SEO

How to Deal with SEO Spam: An Honest Take for Tourism Entrepreneurs

Every so often, we get a support request from a Springnest customer about an email they received from an external SEO consultant or company. These emails usually imply that someone high up like a Manager or Technical Expert took a look at the business' website. They found a series of important problems to solve, and they have the answer to the problem (for a fee, of course).

Below is a screenshot of such a message that made its rounds in the Springnest community recently.

Looks familiar?

Why am I receiving these emails, and should I be worried?

Think about it: a complete stranger sends you an unsolicited email about your business' website, guaranteeing to solve a series of issues you never worried about until now, and likely don't understand.
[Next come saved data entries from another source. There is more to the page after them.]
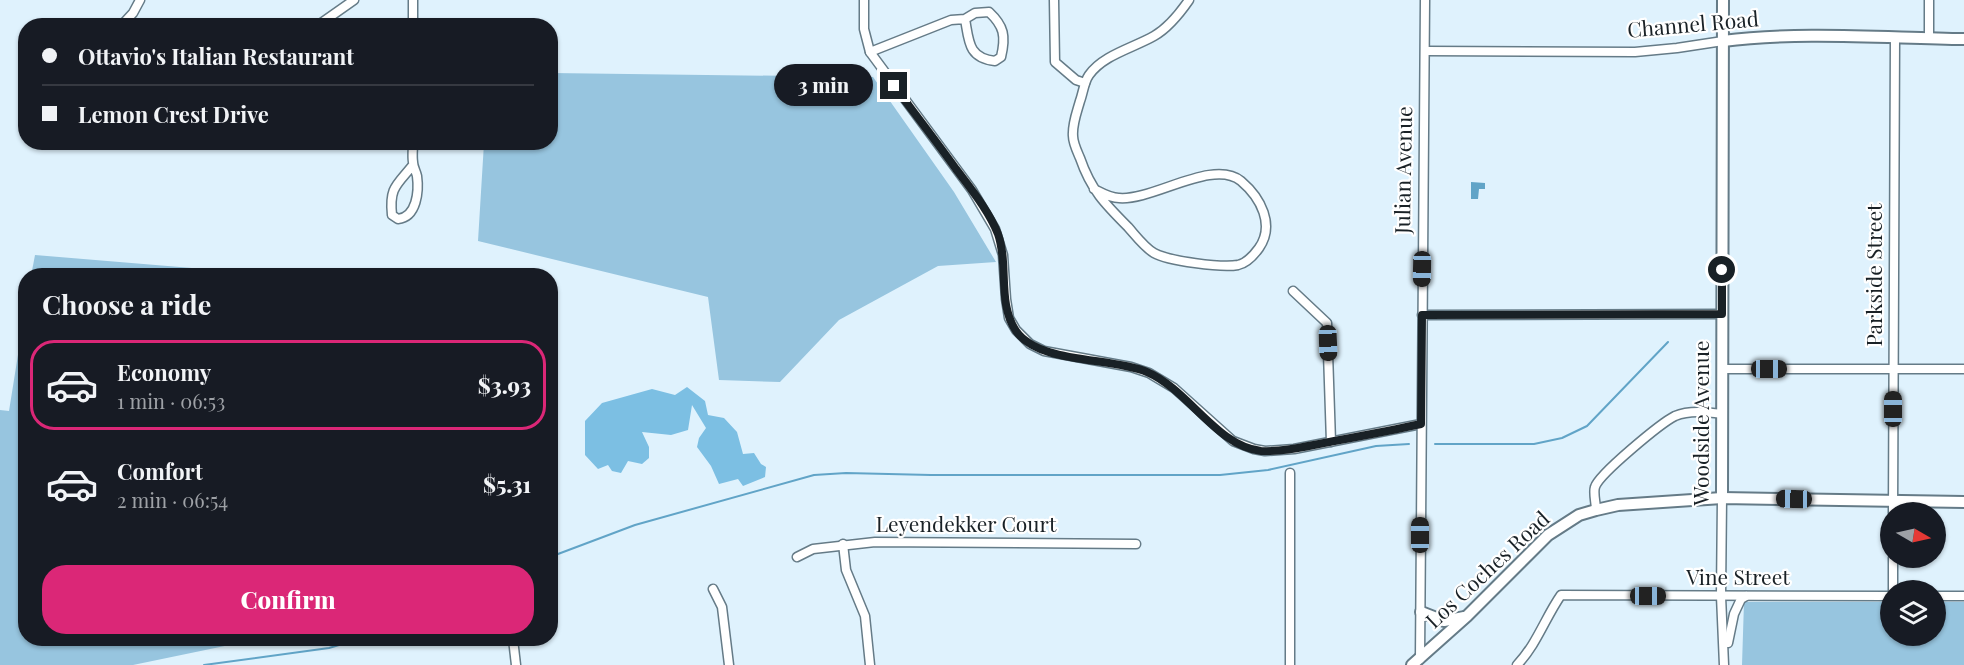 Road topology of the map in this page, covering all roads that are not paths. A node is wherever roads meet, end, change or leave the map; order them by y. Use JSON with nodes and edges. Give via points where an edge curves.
{"nodes":[{"id":1,"x":140,"y":0,"type":"edge"},
{"id":2,"x":354,"y":0,"type":"edge"},
{"id":3,"x":413,"y":0,"type":"edge"},
{"id":4,"x":864,"y":0,"type":"edge"},
{"id":5,"x":1054,"y":0,"type":"edge"},
{"id":6,"x":1189,"y":0,"type":"edge"},
{"id":7,"x":1425,"y":0,"type":"edge"},
{"id":8,"x":1723,"y":0,"type":"edge"},
{"id":9,"x":1929,"y":0,"type":"edge"},
{"id":10,"x":128,"y":18,"type":"edge"},
{"id":11,"x":328,"y":18,"type":"edge"},
{"id":12,"x":413,"y":18,"type":"edge"},
{"id":13,"x":965,"y":19,"type":"junction"},
{"id":14,"x":1895,"y":37,"type":"junction"},
{"id":15,"x":1929,"y":39,"type":"junction"},
{"id":16,"x":1964,"y":39,"type":"edge"},
{"id":17,"x":1723,"y":41,"type":"junction"},
{"id":18,"x":1426,"y":51,"type":"junction"},
{"id":19,"x":870,"y":52,"type":"junction"},
{"id":20,"x":1085,"y":83,"type":"junction"},
{"id":21,"x":412,"y":150,"type":"edge"},
{"id":22,"x":412,"y":165,"type":"junction"},
{"id":23,"x":1094,"y":189,"type":"junction"},
{"id":24,"x":1293,"y":291,"type":"dead end"},
{"id":25,"x":1722,"y":314,"type":"junction"},
{"id":26,"x":1422,"y":315,"type":"junction"},
{"id":27,"x":1722,"y":369,"type":"junction"},
{"id":28,"x":1893,"y":369,"type":"junction"},
{"id":29,"x":1964,"y":369,"type":"edge"},
{"id":30,"x":1722,"y":414,"type":"junction"},
{"id":31,"x":1421,"y":424,"type":"junction"},
{"id":32,"x":1331,"y":442,"type":"junction"},
{"id":33,"x":1290,"y":473,"type":"dead end"},
{"id":34,"x":1722,"y":498,"type":"junction"},
{"id":35,"x":1893,"y":502,"type":"edge"},
{"id":36,"x":1964,"y":502,"type":"edge"},
{"id":37,"x":1946,"y":503,"type":"edge"},
{"id":38,"x":1880,"y":506,"type":"edge"},
{"id":39,"x":1596,"y":510,"type":"junction"},
{"id":40,"x":843,"y":544,"type":"junction"},
{"id":41,"x":1136,"y":544,"type":"dead end"},
{"id":42,"x":797,"y":557,"type":"dead end"},
{"id":43,"x":713,"y":589,"type":"dead end"},
{"id":44,"x":1722,"y":596,"type":"junction"},
{"id":45,"x":1746,"y":596,"type":"junction"},
{"id":46,"x":1880,"y":596,"type":"edge"},
{"id":47,"x":1946,"y":596,"type":"edge"},
{"id":48,"x":1964,"y":596,"type":"edge"},
{"id":49,"x":1421,"y":612,"type":"junction"},
{"id":50,"x":1467,"y":616,"type":"junction"},
{"id":51,"x":514,"y":646,"type":"edge"},
{"id":52,"x":1724,"y":662,"type":"edge"},
{"id":53,"x":1417,"y":663,"type":"edge"},
{"id":54,"x":516,"y":665,"type":"edge"},
{"id":55,"x":729,"y":665,"type":"edge"},
{"id":56,"x":870,"y":665,"type":"edge"},
{"id":57,"x":1290,"y":665,"type":"edge"},
{"id":58,"x":1517,"y":665,"type":"edge"}],
"edges":[{"from":1,"to":10,"type":"street"},
{"from":2,"to":11,"type":"street"},
{"from":3,"to":12,"type":"street"},
{"from":4,"to":19,"type":"street","via":[[864,29]]},
{"from":5,"to":20,"type":"street","via":[[1055,62]]},
{"from":6,"to":20,"type":"street","via":[[1157,34],[1100,63]]},
{"from":7,"to":18,"type":"street","name":"Julian Avenue"},
{"from":8,"to":17,"type":"main road","name":"Woodside Avenue"},
{"from":9,"to":15,"type":"street"},
{"from":13,"to":13,"type":"street","via":[[988,12],[999,22],[1003,34],[1001,57],[995,61],[976,55],[970,47]]},
{"from":13,"to":19,"type":"street"},
{"from":14,"to":15,"type":"main road","name":"Channel Road"},
{"from":14,"to":17,"type":"main road","name":"Channel Road"},
{"from":14,"to":28,"type":"street","name":"Parkside Street"},
{"from":15,"to":16,"type":"main road","name":"Channel Road"},
{"from":17,"to":18,"type":"street","name":"Channel Road","via":[[1635,52]]},
{"from":17,"to":25,"type":"main road","name":"Woodside Avenue"},
{"from":18,"to":26,"type":"street","name":"Julian Avenue"},
{"from":19,"to":32,"type":"street","via":[[972,190],[995,229],[1003,255],[1007,311],[1025,341],[1044,351],[1149,373],[1247,448],[1280,450]]},
{"from":20,"to":23,"type":"street","via":[[1073,138]]},
{"from":21,"to":22,"type":"street"},
{"from":22,"to":22,"type":"street","via":[[391,196],[392,215],[398,219],[410,215],[414,207],[417,179]]},
{"from":23,"to":23,"type":"street","via":[[1151,252],[1164,258],[1228,267],[1242,264],[1264,242],[1264,211],[1252,192],[1239,179],[1228,175],[1196,178],[1122,199]]},
{"from":24,"to":32,"type":"street","via":[[1327,323]]},
{"from":25,"to":26,"type":"street"},
{"from":25,"to":27,"type":"main road","name":"Woodside Avenue"},
{"from":26,"to":31,"type":"street","name":"Julian Avenue"},
{"from":27,"to":28,"type":"street"},
{"from":27,"to":30,"type":"main road","name":"Woodside Avenue"},
{"from":28,"to":29,"type":"street"},
{"from":28,"to":35,"type":"street","name":"Parkside Street"},
{"from":30,"to":34,"type":"main road","name":"Woodside Avenue"},
{"from":30,"to":39,"type":"street","via":[[1676,416],[1644,439],[1599,479],[1594,488]]},
{"from":31,"to":32,"type":"street"},
{"from":31,"to":49,"type":"street","name":"Julian Avenue"},
{"from":33,"to":57,"type":"street"},
{"from":34,"to":38,"type":"main road","name":"Los Coches Road"},
{"from":34,"to":39,"type":"main road","name":"Los Coches Road","via":[[1618,504]]},
{"from":34,"to":44,"type":"street","name":"Woodside Avenue"},
{"from":36,"to":37,"type":"main road","name":"Los Coches Road"},
{"from":39,"to":50,"type":"main road","name":"Los Coches Road","via":[[1580,515],[1548,536]]},
{"from":40,"to":41,"type":"street","name":"Leyendekker Court"},
{"from":40,"to":42,"type":"street","name":"Leyendekker Court","via":[[813,549]]},
{"from":40,"to":56,"type":"street","via":[[849,578],[865,616]]},
{"from":43,"to":55,"type":"street","via":[[722,605]]},
{"from":44,"to":45,"type":"street","name":"Vine Street"},
{"from":44,"to":52,"type":"street","name":"Woodside Avenue"},
{"from":44,"to":58,"type":"street","name":"Vine Street","via":[[1562,595],[1531,650]]},
{"from":45,"to":46,"type":"street","name":"Vine Street"},
{"from":45,"to":52,"type":"street","via":[[1740,599],[1734,614]]},
{"from":47,"to":48,"type":"street"},
{"from":49,"to":50,"type":"main road","via":[[1444,621]]},
{"from":49,"to":53,"type":"street","name":"Julian Avenue"},
{"from":50,"to":53,"type":"main road","name":"Los Coches Road"},
{"from":51,"to":54,"type":"street"}]}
Sounds like snake oil to me.

  • These emails are sent as part of mass spam campaigns, and are not tailored to your business or website.
  • While there are many online SEO reporting tools that could generate SEO summaries for your website without your consent, the person or company who sent this to you, doesn't have the access to information to offer strategic SEO advice.
  • Ironically, taking someone up on this type of SEO pitch could cause the very issues they are warning you against.

Why do businesses even care about unsolicited emails from complete strangers?

Because not understanding something can cause panic.

SEO is an inherently technical topic, meaning that the average hotel, guest house, or activity business owner has absolutely no idea how their website is being ranked on Google, or whether they should pay more attention to it. Unfortunately, this makes them vulnerable to opportunistic SEO “experts” (I'm using inverted commas because anyone who needs to send cold emails and use fearmongering to sell SEO services, is the opposite of an expert in my view).

Perceived problems (what businesses feel pressured to solve)

  • W3C Markup Validation
  • Header response code checkup
  • Meta Robots
  • Keyword Quantum Leapology (Ok, I made that one up)

Actual, underlying concerns (questions businesses should be asking)

  • Am I getting enough value from my website provider for the price I am paying?
  • Are there digital marketing tactics that my competitors understand, and I don't?
  • Are my competitors getting more bookings this season? Am I missing out on revenue?

Are you saying SEO is a hoax?

Not at all.

SEO continues to be an important tactic to reach guests and raise awareness around your website and business. But it's exactly that, one potential tactic. SEO has also evolved immensely since the days when those SEO spam emails held any real weight. There's no magic wand to wave to get your website to outrank your competitors.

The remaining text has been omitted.